According to Higgs et al (2015), hypoxaemia can occur following extubation, and therefore oxygen therapy is recommended during the recovery phase. Isoflurane was reduced to 0% and the patient continued on 100% oxygen until the gag reflex had returned. As supported by Greene and Grubb (2014), extubation occurred and oxygen was delivered via face mask until SpO2 was maintained at 95% for at least 5 minutes. During the recovery period, the author continued to monitor TPR, BP and SpO2 while the patient remained in sternal recumbency and the chest was auscultated for lung sounds associated with aspiration pneumonia. The patient's anaesthesia was stable and no regurgitation occurred. The patient was positioned in kennels with the head elevated and remained this way throughout hospitalisation.
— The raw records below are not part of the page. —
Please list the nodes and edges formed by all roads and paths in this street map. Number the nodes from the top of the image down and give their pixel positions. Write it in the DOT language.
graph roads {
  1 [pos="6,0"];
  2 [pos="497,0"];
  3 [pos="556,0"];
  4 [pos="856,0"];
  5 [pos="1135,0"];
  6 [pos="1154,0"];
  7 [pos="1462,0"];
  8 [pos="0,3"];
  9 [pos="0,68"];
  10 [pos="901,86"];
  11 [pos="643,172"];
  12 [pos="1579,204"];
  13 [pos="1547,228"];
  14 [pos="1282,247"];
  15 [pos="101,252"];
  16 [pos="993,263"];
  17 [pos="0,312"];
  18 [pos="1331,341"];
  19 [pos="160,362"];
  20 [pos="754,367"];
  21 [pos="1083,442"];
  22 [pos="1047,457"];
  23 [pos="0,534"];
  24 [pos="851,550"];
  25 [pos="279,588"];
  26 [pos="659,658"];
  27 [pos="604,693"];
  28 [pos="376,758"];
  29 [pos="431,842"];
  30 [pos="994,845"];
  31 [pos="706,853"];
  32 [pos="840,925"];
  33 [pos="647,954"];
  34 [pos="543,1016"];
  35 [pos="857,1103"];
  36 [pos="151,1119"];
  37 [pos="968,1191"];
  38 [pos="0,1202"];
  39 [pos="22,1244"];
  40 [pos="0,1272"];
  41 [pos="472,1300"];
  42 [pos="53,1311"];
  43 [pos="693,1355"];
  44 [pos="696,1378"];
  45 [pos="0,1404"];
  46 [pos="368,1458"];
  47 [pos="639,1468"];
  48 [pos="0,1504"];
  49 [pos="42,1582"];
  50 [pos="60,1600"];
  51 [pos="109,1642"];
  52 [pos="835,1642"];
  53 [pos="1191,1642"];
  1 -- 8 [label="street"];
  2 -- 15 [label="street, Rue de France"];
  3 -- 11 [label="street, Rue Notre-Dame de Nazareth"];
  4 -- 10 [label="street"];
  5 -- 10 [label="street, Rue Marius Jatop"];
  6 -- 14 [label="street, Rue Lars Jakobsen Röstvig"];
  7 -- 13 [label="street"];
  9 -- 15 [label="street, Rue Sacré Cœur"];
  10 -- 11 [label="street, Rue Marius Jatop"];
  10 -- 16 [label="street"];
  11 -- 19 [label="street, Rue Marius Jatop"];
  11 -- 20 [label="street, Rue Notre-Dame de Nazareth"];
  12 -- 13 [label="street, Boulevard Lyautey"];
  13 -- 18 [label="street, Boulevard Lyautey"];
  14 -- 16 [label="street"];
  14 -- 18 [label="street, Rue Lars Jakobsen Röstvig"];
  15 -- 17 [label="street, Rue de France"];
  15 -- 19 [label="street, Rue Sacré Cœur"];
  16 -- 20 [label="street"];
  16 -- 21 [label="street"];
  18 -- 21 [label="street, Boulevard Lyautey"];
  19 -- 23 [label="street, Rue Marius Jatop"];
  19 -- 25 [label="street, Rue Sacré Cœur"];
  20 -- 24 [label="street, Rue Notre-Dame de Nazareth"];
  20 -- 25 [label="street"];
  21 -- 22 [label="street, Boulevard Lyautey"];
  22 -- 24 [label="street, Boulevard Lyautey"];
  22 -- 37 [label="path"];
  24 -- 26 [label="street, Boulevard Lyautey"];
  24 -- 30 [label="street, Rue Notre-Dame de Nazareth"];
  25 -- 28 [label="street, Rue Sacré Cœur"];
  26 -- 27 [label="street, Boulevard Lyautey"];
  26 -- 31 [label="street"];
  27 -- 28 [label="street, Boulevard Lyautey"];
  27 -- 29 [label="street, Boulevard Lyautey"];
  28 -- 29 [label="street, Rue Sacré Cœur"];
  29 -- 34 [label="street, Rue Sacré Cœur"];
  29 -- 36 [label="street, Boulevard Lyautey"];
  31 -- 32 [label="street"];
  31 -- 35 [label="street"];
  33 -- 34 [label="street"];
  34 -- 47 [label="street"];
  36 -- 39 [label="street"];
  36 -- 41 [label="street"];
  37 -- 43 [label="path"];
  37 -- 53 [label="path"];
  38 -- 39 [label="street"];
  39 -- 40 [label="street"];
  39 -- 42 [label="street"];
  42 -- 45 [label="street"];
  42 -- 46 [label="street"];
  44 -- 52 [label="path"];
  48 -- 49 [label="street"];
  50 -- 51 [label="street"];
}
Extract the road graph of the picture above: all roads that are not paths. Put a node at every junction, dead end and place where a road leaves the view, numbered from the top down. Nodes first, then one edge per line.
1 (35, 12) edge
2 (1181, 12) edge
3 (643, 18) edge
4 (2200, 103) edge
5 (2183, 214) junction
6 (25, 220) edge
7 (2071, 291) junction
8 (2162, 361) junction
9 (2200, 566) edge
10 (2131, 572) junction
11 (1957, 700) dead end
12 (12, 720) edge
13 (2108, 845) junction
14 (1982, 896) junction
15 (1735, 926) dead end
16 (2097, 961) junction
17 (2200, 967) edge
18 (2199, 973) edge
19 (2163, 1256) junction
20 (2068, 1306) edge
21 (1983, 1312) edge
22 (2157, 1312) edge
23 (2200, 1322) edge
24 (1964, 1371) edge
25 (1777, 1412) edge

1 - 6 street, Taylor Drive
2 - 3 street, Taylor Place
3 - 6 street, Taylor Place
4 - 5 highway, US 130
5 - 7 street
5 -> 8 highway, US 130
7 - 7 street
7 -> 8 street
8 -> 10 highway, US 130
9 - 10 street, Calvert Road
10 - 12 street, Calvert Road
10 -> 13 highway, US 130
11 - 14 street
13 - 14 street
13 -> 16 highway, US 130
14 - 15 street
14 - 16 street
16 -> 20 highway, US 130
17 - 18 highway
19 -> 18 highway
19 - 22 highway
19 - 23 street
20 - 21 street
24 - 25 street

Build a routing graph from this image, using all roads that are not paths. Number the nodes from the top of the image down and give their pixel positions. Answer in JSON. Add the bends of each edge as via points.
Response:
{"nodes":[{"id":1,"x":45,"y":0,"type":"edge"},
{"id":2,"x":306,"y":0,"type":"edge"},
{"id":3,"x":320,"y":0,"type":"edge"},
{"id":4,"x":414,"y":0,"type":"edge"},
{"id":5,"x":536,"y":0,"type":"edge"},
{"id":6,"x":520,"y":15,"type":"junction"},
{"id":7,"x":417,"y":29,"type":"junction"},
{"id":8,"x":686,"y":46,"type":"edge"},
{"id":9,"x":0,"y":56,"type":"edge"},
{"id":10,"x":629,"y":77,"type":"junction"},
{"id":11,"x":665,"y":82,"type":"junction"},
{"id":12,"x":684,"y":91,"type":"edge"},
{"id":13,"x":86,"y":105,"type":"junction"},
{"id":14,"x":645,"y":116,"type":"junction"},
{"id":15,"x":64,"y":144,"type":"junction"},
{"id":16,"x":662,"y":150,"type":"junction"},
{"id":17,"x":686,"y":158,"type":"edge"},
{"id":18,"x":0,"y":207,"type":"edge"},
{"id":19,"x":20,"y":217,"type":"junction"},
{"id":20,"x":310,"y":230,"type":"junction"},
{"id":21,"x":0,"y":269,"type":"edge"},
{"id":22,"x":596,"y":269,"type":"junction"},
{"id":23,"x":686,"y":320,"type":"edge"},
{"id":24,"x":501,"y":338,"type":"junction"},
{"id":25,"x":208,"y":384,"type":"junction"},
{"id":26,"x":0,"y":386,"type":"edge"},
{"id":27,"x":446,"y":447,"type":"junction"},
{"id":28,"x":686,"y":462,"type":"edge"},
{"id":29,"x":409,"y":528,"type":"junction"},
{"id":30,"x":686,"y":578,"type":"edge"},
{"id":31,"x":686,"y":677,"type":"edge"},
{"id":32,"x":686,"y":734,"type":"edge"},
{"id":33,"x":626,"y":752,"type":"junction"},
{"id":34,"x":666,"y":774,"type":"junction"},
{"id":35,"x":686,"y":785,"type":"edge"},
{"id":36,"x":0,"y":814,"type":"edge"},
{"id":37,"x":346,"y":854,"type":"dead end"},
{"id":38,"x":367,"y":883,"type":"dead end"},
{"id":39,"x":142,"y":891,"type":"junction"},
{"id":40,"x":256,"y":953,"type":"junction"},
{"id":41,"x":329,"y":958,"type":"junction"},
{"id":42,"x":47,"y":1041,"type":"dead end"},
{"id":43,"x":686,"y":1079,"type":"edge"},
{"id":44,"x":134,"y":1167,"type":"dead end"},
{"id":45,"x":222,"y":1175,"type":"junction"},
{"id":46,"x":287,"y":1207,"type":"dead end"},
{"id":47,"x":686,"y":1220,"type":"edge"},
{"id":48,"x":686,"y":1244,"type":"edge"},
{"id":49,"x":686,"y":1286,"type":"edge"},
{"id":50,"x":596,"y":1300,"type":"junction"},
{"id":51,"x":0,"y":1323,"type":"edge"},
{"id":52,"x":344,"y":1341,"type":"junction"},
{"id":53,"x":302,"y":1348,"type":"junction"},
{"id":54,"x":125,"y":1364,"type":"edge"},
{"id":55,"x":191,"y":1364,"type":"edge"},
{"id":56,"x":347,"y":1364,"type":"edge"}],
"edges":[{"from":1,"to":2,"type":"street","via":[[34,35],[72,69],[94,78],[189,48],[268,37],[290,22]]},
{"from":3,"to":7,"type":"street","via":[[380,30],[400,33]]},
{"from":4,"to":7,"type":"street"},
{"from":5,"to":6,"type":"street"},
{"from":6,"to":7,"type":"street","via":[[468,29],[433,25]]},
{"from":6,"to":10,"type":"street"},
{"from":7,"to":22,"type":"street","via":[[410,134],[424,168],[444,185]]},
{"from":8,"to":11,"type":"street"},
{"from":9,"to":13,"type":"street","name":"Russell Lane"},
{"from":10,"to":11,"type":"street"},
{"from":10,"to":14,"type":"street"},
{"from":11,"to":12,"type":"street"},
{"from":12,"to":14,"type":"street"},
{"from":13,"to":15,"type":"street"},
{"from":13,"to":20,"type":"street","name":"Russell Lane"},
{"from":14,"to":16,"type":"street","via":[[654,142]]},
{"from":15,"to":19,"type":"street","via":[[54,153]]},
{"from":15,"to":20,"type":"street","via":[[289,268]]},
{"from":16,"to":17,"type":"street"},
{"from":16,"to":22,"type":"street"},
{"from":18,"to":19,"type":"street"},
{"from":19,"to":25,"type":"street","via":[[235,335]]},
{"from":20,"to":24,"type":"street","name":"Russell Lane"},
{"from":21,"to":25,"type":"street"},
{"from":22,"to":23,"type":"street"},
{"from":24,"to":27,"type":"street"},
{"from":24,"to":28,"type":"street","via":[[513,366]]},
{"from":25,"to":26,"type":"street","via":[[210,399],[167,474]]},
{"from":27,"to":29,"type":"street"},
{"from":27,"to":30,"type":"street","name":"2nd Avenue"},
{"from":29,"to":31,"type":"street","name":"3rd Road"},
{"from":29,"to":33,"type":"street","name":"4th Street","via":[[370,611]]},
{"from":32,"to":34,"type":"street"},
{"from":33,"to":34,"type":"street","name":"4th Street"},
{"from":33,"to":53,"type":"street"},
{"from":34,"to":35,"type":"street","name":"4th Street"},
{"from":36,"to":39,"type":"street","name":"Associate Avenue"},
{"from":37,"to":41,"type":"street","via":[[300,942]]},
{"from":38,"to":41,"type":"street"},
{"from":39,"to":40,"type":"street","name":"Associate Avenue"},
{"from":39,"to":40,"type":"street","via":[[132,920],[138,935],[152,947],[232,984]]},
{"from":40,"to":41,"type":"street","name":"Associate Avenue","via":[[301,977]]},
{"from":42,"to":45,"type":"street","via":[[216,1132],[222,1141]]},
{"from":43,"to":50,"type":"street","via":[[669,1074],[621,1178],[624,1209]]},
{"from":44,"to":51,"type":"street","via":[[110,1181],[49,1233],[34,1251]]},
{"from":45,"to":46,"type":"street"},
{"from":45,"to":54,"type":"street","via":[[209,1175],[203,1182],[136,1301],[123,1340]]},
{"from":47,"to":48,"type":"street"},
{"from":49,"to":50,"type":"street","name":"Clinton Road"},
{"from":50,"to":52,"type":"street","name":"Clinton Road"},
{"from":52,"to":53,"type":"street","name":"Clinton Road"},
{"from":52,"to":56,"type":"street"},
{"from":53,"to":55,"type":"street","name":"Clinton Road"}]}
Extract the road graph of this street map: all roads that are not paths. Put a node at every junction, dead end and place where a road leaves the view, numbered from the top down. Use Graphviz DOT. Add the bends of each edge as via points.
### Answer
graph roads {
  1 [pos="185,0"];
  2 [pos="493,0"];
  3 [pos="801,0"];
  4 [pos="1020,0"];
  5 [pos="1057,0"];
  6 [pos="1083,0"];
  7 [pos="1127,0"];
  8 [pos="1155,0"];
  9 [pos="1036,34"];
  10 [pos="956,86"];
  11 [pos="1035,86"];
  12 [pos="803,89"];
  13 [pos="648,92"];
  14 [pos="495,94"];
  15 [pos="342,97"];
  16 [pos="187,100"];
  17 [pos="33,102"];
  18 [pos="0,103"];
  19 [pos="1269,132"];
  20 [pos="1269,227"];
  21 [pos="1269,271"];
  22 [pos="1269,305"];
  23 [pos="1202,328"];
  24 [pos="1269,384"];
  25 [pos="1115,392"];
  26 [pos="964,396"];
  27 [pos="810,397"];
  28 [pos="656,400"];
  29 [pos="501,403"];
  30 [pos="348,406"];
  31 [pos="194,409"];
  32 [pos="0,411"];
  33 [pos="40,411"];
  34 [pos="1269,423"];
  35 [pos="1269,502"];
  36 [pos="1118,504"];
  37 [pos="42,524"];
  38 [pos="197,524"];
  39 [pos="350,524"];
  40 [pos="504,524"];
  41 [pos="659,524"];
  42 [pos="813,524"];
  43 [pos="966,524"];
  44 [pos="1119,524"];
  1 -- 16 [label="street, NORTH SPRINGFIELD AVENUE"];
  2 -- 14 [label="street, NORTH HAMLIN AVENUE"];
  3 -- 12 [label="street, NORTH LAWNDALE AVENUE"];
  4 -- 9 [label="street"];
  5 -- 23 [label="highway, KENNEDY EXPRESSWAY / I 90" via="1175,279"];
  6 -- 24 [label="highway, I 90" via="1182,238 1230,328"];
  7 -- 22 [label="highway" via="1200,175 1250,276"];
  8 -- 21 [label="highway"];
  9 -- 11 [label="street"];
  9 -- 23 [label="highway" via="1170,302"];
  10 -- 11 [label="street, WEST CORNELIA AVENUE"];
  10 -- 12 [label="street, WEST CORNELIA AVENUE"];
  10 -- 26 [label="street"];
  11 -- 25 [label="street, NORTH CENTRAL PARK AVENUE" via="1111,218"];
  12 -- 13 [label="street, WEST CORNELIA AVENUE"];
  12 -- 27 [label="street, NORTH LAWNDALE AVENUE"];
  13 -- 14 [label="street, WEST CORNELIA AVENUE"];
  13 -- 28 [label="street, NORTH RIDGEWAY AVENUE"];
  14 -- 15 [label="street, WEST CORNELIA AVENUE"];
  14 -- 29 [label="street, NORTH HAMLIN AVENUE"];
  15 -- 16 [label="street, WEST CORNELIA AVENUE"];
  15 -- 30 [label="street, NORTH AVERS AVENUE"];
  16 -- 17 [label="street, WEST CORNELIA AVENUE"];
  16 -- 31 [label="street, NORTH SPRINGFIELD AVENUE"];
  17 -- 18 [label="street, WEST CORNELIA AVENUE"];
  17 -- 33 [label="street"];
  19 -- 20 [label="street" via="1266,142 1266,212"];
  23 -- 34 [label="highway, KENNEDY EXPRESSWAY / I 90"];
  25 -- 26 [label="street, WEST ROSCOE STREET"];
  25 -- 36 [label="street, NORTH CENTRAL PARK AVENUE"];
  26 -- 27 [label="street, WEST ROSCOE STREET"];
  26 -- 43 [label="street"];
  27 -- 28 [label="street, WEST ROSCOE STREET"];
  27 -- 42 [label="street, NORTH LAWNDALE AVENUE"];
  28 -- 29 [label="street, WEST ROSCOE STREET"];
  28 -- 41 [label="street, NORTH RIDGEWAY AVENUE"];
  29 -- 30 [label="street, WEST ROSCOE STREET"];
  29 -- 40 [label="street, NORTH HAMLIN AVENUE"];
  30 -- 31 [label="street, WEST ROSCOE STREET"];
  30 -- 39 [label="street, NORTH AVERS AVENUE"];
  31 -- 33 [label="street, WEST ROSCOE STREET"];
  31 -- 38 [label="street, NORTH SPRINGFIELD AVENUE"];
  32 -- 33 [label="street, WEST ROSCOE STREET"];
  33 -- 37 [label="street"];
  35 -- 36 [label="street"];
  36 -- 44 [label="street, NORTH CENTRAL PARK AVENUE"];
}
Conclusion and future considerations

Fasting times need to be explored further as 12-hour fasting can decrease pH of gastric contents and cause reflux, but is advised in cases with a megaoesophagus. This guidance appears to be contradicting as the risk of regurgitation is increased with extended fasting times but recommended by some authors. Blood gas analysis is best to assess the outcome of the care delivered through oxygen therapy and to assess oxygen perfusion and ventilation status, so its use should be encouraged. Although this patient had no side effects of the selected drugs, the author would recommend an open discussion with the veterinary surgeon, offering alternative ideas which may be best suited to the patient's current disease such as the use of alfaxalone over propofol to support the undiagnosed cardiac issue. The inclusion of gastro-protectant drugs could be a central point for debate as their use could potentially support the patient in this situation. Preoxygenation plays a significant role in patients with respiratory disease and can prepare, in advance, for times of low oxygen delivery such as RSI by increasing oxygen saturation. The nursing interventions in a case with myasthenia gravis undergoing anaesthesia are vital in the detection of impending arrest. Early signs of patient deterioration may be identified via trends with vigilant monitoring. Elevation of the head to reduce the risk of aspiration pneumonia is a simple yet important nursing intervention which could change the outcome of a patient with myasthenia gravis. Nurses should be able to associate these interventions with the disease. Without the knowledge of the condition and the required nursing care, the mortality risks of a patient with myasthenia gravis undergoing general anaesthesia would be significantly increased.

KEY POINTS

  • Myasthenia gravis is an immune-mediated disease that can cause muscles of the oesophagus to fail resulting in a megaoesophagus.
  • Fasting times should be discussed with the veterinary surgeon as this could have an effect on the pH of gastric contents which can cause injury to the respiratory tract if aspirated. The use of gastro-protectant drugs is also something to consider but evidence for their use varies from author to author.
  • Rapid sequence induction (RSI) is recommended in cases where aspiration of gastric contents is a high risk.
  • Patients should be placed in sternal recumbency with the head elevated until the endo-tracheal tube is cuffed in order to prevent aspiration and aid drainage of gastric fluid down into the stomach.
  • Monitoring SpO2 and capnography will help monitor respiratory function during anaesthesia but the use of blood gas analysis is encouraged to get a full understanding of the ventilation status of a patient.
  • Oxygen therapy is advised pre-induction to support patients during RSI and postoperatively to avoid hypoxaemia in the extubation period.